General information
- Type: Ultralight trike
- National origin: Italy
- Manufacturer: Veleria Dedalo
- Status: In production (2018)

= Veleria Dedalo Strike-T =

Italian ultralight trike

The Veleria Dedalo Strike-T is an Italian ultralight trike, designed and produced by Veleria Dedalo of Gradara. The aircraft is supplied complete and ready-to-fly.

==Design and development==
The Strike-T is a minimalist trike, designed for engine-off soaring. It was designed to comply with the German 120 kg class and the US FAR 103 Ultralight Vehicles rules, including the category's maximum empty weight of 254 lb.
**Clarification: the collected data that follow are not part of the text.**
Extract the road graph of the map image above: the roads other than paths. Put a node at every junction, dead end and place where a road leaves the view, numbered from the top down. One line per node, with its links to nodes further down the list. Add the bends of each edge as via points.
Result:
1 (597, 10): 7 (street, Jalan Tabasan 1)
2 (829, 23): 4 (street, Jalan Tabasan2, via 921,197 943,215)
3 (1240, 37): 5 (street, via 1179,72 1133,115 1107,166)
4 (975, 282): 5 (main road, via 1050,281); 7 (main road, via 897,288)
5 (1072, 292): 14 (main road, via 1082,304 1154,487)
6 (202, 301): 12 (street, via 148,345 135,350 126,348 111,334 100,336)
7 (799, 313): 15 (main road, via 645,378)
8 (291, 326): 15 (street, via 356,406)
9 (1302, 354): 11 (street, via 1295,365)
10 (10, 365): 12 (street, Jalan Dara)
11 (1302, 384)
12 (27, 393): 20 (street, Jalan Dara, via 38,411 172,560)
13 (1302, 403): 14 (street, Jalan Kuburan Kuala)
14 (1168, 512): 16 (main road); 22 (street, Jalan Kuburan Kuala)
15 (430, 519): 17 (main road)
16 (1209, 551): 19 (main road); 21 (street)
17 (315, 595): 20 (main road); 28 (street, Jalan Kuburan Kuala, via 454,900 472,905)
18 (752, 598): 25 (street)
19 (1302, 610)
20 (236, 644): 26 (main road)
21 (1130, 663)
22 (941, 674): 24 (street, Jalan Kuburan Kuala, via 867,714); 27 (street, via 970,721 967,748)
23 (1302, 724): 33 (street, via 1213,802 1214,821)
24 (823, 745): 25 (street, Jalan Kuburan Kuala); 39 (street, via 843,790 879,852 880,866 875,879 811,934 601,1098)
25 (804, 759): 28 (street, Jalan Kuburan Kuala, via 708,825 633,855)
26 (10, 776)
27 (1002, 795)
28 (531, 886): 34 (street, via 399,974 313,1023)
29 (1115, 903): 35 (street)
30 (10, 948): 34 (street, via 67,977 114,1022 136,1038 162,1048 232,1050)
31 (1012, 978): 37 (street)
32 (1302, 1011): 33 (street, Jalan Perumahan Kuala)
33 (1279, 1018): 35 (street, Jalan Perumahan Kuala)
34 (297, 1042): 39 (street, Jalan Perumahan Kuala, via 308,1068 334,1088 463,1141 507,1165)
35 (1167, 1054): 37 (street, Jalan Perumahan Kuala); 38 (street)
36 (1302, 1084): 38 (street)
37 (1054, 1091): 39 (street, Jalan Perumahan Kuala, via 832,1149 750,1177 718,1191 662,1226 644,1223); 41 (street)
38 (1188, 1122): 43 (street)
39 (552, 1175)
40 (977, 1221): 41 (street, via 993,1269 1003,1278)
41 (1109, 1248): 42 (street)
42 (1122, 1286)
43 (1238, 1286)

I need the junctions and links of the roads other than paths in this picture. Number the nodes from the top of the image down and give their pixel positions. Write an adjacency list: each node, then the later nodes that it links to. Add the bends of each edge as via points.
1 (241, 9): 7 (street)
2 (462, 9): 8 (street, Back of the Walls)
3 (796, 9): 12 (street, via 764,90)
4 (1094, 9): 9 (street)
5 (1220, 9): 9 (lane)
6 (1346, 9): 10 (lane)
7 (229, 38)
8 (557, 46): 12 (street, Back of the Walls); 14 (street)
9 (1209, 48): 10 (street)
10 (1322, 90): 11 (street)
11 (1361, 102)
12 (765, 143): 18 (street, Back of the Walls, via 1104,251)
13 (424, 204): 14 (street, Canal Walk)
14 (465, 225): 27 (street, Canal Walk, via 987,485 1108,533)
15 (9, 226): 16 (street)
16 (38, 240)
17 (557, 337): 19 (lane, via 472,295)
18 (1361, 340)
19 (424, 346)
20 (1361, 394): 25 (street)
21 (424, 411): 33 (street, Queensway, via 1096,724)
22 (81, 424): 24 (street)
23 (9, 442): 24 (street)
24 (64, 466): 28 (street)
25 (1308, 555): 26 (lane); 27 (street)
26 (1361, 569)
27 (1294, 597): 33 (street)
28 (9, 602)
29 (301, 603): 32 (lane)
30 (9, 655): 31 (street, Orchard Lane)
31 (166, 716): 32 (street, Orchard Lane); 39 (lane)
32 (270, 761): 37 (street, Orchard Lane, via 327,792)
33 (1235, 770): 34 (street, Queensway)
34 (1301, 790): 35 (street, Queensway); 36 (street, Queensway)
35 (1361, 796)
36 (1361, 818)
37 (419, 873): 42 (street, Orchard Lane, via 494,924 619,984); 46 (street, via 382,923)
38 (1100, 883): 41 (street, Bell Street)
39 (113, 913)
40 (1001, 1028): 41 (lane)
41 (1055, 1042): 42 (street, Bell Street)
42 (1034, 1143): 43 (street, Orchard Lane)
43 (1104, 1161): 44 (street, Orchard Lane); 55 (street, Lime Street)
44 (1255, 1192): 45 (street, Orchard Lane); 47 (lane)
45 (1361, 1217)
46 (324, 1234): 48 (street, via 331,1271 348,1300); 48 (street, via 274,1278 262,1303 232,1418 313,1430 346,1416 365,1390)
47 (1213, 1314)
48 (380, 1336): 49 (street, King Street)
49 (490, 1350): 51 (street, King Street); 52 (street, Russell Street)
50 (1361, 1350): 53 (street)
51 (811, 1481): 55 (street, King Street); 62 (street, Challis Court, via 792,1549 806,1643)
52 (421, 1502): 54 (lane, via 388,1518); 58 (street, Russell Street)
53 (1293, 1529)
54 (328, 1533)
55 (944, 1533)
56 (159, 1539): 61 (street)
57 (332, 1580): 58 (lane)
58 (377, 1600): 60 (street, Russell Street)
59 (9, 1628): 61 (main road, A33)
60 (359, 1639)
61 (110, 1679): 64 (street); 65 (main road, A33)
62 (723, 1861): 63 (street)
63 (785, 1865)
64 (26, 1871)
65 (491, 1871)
The aircraft design features a cable-braced hang glider-style high-wing, weight-shift controls, a single-seat open cockpit without a cockpit fairing, tricycle landing gear and a single engine in pusher configuration.

The aircraft is made predominantly from titanium tubing, with the landing gear legs from Ergal. Its double surface wing is covered in Dacron sailcloth, supported by a single tube-type kingpost and uses an "A" frame weight-shift control bar. The nosewheel is fitted with a drum brake. The powerplant is a single cylinder, air-cooled, two-stroke, single-ignition 27 hp Cisco C-Max engine.

The aircraft, without the wing fitted, has an empty weight of 25 kg. Designed to fold for ground transport by automobile, it can be rigged for flight in 3 minutes.

A number of different wings can be fitted to the basic carriage, including the A-I-R Atos rigid wing.

==Variants==
- Strike-T
Model made from titanium tubing.
- Strike-S
Model made from stainless steel tubing. It is 3.5 kg heavier, but significantly cheaper.